-- The task --
From the line with "index tip: (1097, 822)" to the line with "wrist: (908, 974)", retype every line exactly, including those two, and leave out the rest of the data below.
(Extracted records)
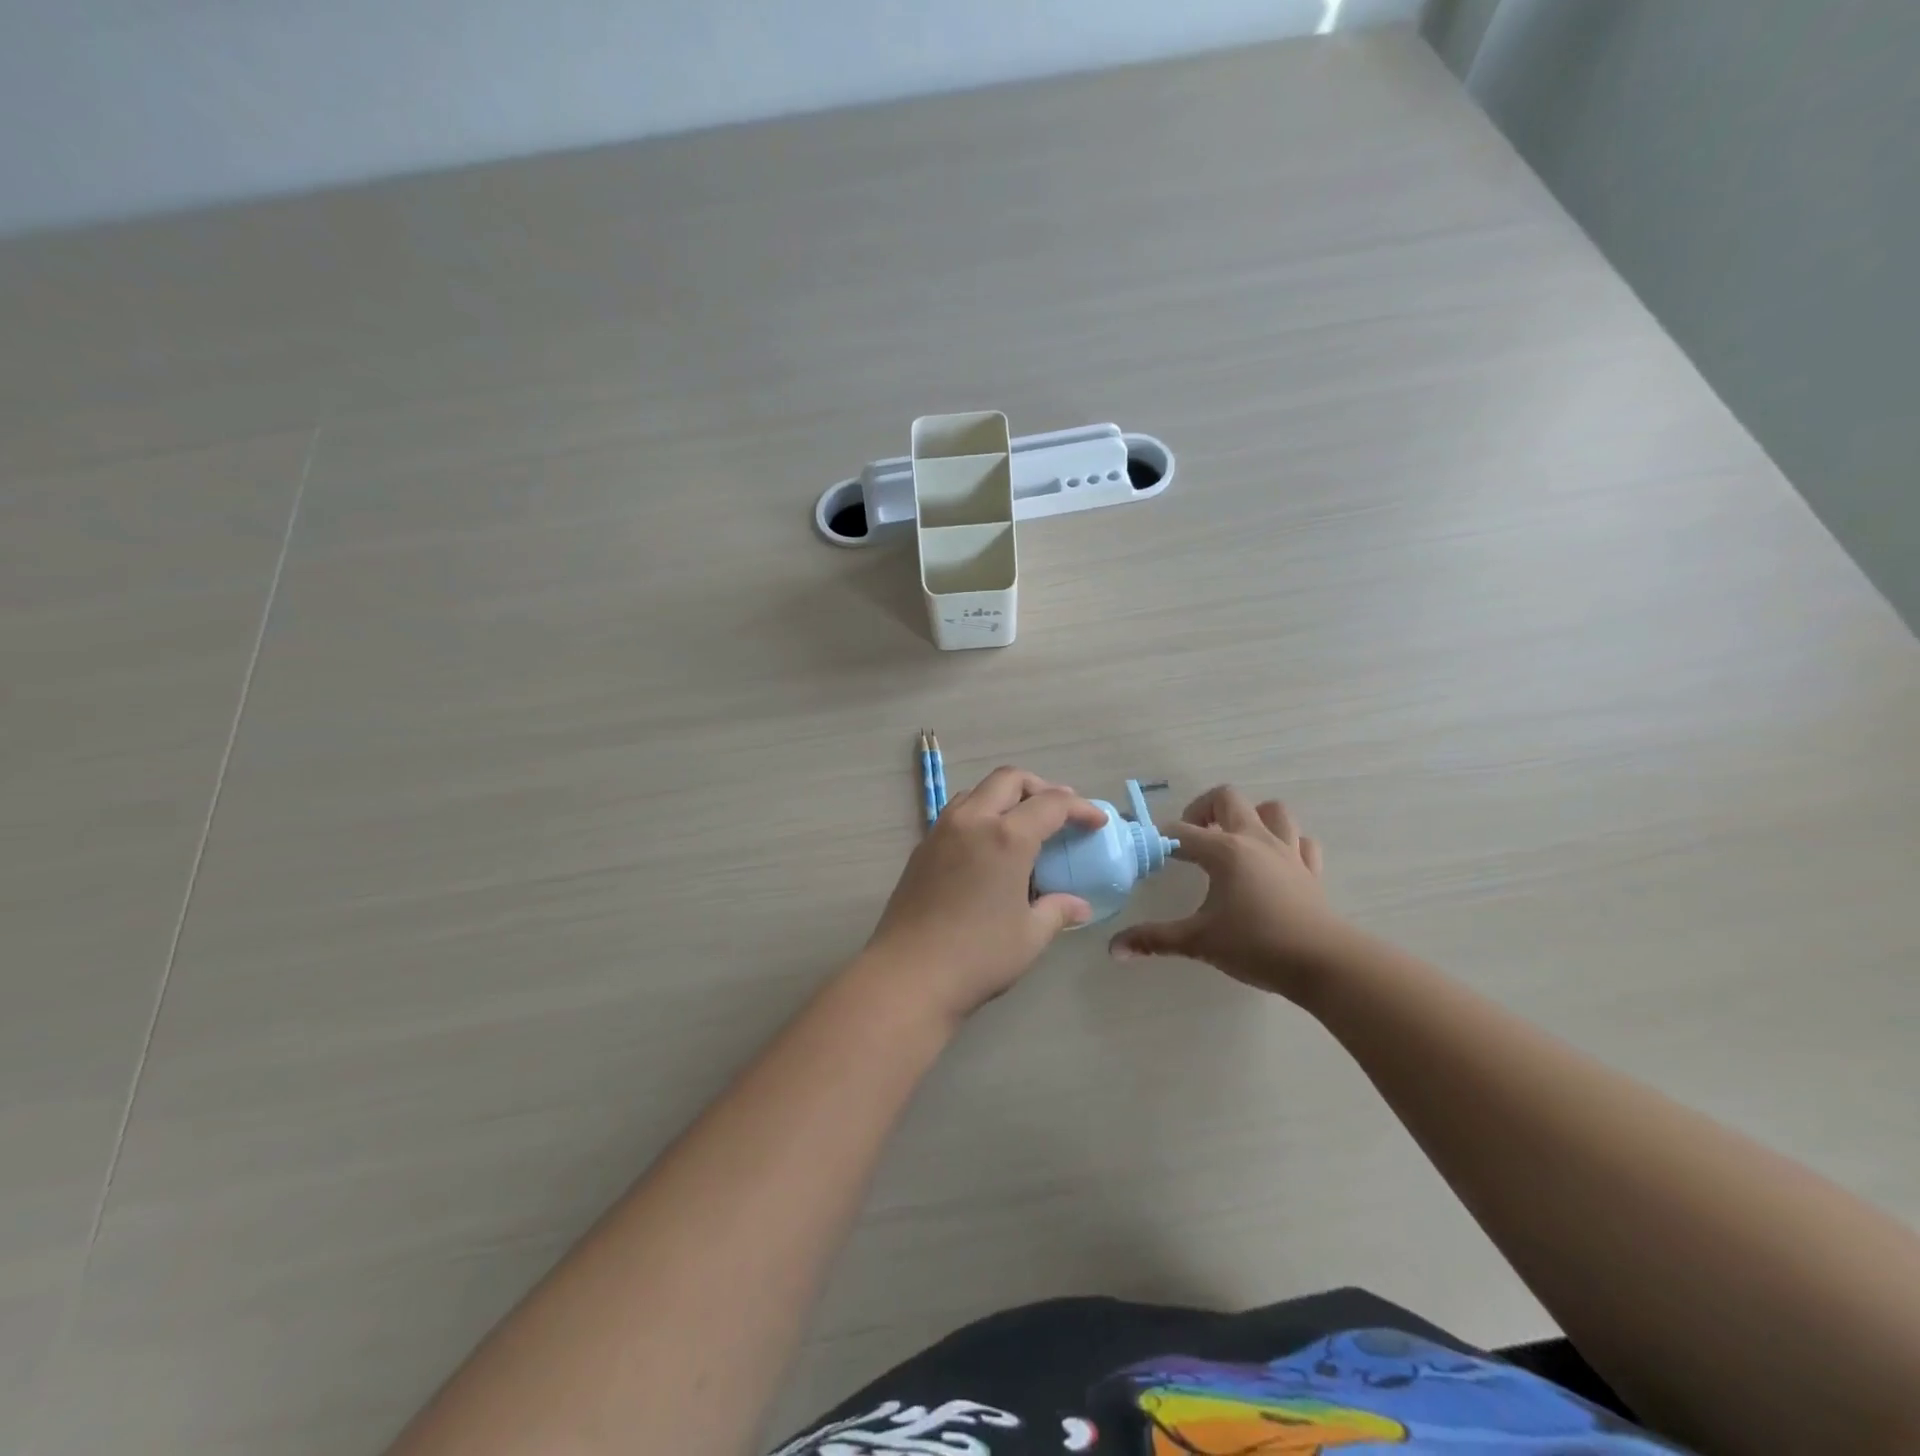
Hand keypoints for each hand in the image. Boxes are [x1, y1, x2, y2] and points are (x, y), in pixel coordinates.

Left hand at [862, 767, 1108, 1025]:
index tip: (1097, 822)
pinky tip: (989, 847)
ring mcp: (942, 830)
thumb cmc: (978, 956)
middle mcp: (972, 821)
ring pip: (978, 791)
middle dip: (1040, 788)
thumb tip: (1079, 905)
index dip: (1080, 808)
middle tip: (1060, 814)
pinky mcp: (922, 847)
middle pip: (1009, 780)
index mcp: (1006, 837)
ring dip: (1006, 797)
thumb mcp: (1030, 936)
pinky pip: (957, 812)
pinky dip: (981, 814)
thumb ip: (1057, 911)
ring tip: (1024, 826)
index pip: (1051, 804)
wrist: (908, 974)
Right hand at [1108, 785, 1345, 999]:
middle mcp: (1255, 840)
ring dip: (1250, 817)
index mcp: (1224, 851)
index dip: (1160, 839)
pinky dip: (1285, 843)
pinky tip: (1273, 862)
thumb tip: (1114, 948)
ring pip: (1272, 810)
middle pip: (1227, 799)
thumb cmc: (1256, 945)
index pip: (1181, 833)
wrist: (1323, 963)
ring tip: (1233, 841)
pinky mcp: (1311, 869)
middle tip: (1192, 838)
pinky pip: (1300, 841)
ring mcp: (1288, 851)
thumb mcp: (1198, 942)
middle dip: (1204, 810)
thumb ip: (1155, 940)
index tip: (1149, 854)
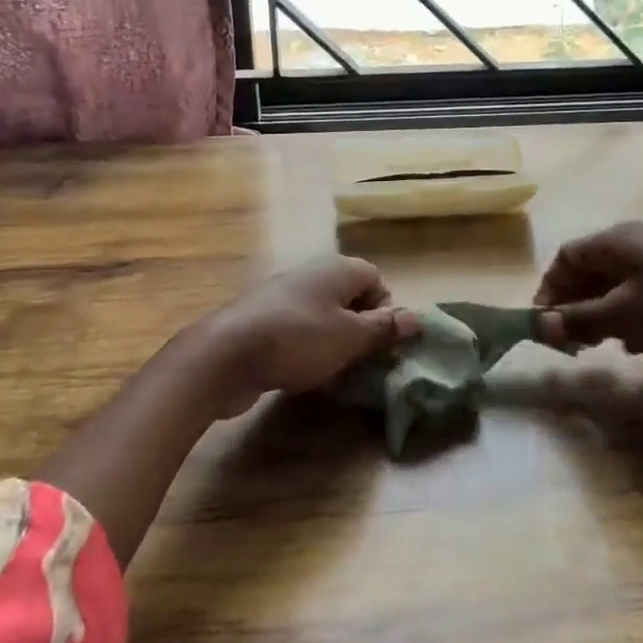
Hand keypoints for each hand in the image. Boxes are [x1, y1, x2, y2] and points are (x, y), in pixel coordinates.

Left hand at [206, 255, 418, 415]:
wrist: (225, 354)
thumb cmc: (299, 339)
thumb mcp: (351, 337)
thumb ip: (384, 328)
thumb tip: (418, 317)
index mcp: (337, 268)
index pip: (376, 279)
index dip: (384, 309)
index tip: (380, 341)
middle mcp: (311, 273)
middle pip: (349, 296)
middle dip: (359, 328)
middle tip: (360, 360)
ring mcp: (283, 295)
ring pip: (322, 315)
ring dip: (332, 341)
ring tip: (332, 371)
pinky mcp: (261, 319)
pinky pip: (297, 329)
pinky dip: (305, 348)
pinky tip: (300, 373)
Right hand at [532, 221, 642, 369]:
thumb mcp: (620, 316)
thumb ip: (578, 320)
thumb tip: (541, 325)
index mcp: (616, 241)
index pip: (568, 256)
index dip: (550, 286)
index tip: (543, 321)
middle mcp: (635, 245)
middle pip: (591, 270)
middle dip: (574, 303)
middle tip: (567, 339)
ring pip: (616, 286)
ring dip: (600, 313)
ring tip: (595, 345)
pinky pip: (641, 297)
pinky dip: (628, 318)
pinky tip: (632, 346)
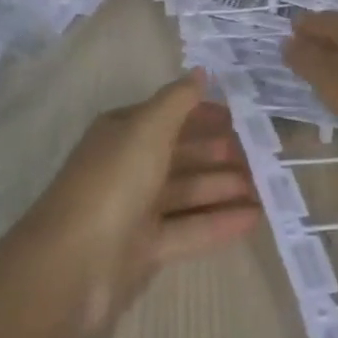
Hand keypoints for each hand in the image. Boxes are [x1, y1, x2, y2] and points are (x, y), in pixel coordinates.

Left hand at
(End Extracted records)
-- Expected answer --
index tip: (1097, 822)
pinky tip: (989, 847)
ring mcp: (942, 830)
thumb cmc: (978, 956)
middle mcp: (972, 821)
ring pip: (978, 791)
middle dip: (1040, 788)
thumb tip: (1079, 905)
index dip: (1080, 808)
middle tip: (1060, 814)
pinky mcp: (922, 847)
middle pip: (1009, 780)
index mcp: (1006, 837)
ring dip: (1006, 797)
thumb mcp: (1030, 936)
pinky pip: (957, 812)
pinky dip: (981, 814)
thumb ip: (1057, 911)
ring tip: (1024, 826)
index pip: (1051, 804)
wrist: (908, 974)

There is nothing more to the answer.